The intervening plaintiff/third-party defendant, ABB-CE, offers two arguments in support of its motion to strike. First, ABB-CE states that UI's counterclaim is legally insufficient as there is no possible scenario which will trigger the indemnification clause of the contract between ABB-CE and UI. Moreover, ABB-CE argues that the indemnification clause between the two parties does not clearly provide for ABB-CE to indemnify UI for UI's own negligence. Secondly, ABB-CE argues that the negligence of an injured employee may not be imputed to the employer so as to render the employer liable in indemnity for the injuries sustained by the employee.

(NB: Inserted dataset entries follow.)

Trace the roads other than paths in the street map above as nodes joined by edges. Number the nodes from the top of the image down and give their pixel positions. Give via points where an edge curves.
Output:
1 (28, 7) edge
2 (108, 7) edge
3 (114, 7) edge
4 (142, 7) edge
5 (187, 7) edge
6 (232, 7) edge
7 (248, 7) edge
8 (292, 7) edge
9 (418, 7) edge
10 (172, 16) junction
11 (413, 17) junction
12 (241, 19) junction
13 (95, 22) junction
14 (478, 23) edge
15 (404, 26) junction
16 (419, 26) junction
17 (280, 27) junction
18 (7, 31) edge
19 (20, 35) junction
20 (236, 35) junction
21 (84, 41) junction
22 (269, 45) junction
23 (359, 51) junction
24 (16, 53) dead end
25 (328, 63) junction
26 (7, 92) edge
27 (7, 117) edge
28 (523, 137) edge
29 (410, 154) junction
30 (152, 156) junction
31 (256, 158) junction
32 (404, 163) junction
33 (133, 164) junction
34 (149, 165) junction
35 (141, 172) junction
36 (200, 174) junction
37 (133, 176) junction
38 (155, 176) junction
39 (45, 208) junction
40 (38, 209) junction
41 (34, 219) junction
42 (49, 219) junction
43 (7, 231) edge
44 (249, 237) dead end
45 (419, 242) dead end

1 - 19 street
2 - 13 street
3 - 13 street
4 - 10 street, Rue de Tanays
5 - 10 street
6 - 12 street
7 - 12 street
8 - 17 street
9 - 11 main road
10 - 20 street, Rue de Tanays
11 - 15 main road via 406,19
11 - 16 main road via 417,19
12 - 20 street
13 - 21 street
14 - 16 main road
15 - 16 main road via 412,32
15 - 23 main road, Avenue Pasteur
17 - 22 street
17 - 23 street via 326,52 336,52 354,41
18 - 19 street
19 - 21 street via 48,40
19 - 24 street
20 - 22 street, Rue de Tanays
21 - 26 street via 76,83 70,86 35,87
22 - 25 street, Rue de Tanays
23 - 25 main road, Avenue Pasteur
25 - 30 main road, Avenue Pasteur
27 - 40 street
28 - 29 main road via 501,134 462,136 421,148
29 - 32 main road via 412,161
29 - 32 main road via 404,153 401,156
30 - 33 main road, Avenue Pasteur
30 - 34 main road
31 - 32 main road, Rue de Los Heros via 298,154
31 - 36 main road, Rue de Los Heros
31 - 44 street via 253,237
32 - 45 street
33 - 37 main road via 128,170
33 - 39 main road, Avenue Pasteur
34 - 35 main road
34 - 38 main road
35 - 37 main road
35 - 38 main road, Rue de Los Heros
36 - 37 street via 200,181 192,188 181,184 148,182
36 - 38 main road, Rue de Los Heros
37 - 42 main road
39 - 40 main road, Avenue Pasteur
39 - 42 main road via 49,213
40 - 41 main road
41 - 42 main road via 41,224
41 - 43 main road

The defendant/third-party plaintiff UI objects to both these arguments and maintains that the counterclaim is legally sufficient. UI objects to ABB-CE's first ground for the motion to strike by relying on the language of the contract entitling UI to indemnification. UI's objection to the second ground for the motion to strike is based on the contractual nature of the legally binding agreement between UI and ABB-CE. As such, UI claims that ABB-CE's second argument for its motion to strike is irrelevant and ignores the actual sufficiency of UI's counterclaim.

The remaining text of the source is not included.